Submitted by Suzanne St Peter on

CHID Identity Crisis title image

Did you notice anything odd about our haiku? Does it feel recognizable, yet wrong? We reversed the traditional five-seven-five syllabic structure.

Why? Because CHID is changing. We, like many others, wonder if the program will remain recognizable. But, like our reversed haiku, is change ever wrong or is it just becoming?

The early architects of the CHID program have been meditating on how the CHID model will endure the contemporary climate of neoliberal academia. The decennial Self-Study Report once again exposed concerns about the perceived value of the program. Such as “Will CHID receive proper tenure lines?,” “Will we finally receive ample funding?,” or “Must CHID sell-out/buy-in to receive these resources?”

But, whether critiquing or world-building, CHID students deliver. They weave disparate ideas, resonate across discourses, and navigate unmapped horizons. But what if they could also perform data analysis, craft digital media, or practice experimental research—if they could critically capitalize on other academic disciplines? CHIDdies could not only recognize what is wrong in the world, but then act on their evidence and create innovative assemblages...

The rhizome operates by variation, expansion, conquest, capture, offshoots.
—Deleuze & Guattari, A Thousand Plateaus

We offer some quasi-experimental “offshoots” to nurture the growth of CHID’s intellectual community. Michael and Nat will continue to work on thinkr, a mobile app to make rhizomatic connections between people, ideas, and projects. Alec has reserved the CHID lounge on Tuesday afternoons as an open space—a CHID Salon—to seed spontaneous collaborations among undergraduate explorers.
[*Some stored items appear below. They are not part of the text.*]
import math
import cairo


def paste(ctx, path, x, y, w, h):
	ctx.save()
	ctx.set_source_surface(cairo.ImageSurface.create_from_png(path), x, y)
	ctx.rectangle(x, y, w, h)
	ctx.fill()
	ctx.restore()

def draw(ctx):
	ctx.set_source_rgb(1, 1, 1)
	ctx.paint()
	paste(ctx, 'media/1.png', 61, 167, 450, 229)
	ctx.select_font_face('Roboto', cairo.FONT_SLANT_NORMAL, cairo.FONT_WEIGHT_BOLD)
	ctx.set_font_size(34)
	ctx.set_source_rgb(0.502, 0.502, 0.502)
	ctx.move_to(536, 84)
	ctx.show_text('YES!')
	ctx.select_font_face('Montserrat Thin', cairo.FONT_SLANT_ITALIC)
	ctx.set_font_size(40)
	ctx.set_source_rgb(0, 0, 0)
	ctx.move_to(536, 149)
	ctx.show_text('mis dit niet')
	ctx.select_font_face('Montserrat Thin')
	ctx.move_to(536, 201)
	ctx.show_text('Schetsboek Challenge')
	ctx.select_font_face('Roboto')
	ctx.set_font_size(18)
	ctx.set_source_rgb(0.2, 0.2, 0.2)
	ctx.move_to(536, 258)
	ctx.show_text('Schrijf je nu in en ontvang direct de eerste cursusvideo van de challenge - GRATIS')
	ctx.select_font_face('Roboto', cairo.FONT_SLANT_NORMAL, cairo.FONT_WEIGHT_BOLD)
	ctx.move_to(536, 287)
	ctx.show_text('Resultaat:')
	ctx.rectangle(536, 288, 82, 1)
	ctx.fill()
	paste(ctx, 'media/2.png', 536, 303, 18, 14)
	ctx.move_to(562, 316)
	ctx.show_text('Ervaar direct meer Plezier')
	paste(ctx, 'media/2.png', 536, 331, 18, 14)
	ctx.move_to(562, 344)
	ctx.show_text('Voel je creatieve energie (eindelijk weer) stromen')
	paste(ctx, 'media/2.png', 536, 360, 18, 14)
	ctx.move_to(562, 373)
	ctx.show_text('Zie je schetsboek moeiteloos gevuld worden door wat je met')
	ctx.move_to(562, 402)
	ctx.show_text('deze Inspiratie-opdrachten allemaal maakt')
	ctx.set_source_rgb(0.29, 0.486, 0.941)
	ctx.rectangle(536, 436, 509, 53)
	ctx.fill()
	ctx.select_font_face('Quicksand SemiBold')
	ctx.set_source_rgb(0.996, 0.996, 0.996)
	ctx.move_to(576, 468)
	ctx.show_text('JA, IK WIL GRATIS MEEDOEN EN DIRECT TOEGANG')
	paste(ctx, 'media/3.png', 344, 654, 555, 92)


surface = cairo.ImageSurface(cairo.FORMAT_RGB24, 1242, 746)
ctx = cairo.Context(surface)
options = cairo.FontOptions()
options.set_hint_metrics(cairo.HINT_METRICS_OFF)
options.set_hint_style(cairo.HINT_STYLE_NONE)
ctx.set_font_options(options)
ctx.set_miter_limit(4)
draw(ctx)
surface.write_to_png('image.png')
Piloting thinkr and Salon together, we will engage our fellow students in transformative learning by imparting the tools and training that bring germinal ideas to their fruition.

Like our reverse haiku, we wish for a model that’s recognizable, yet unfamiliar; one that finds a new middle between the culture of CHID and the ‘boundlessness’ of a corporate UW.

A rhizome has no beginning or end; it is always in the middle, between things, interbeing, intermezzo.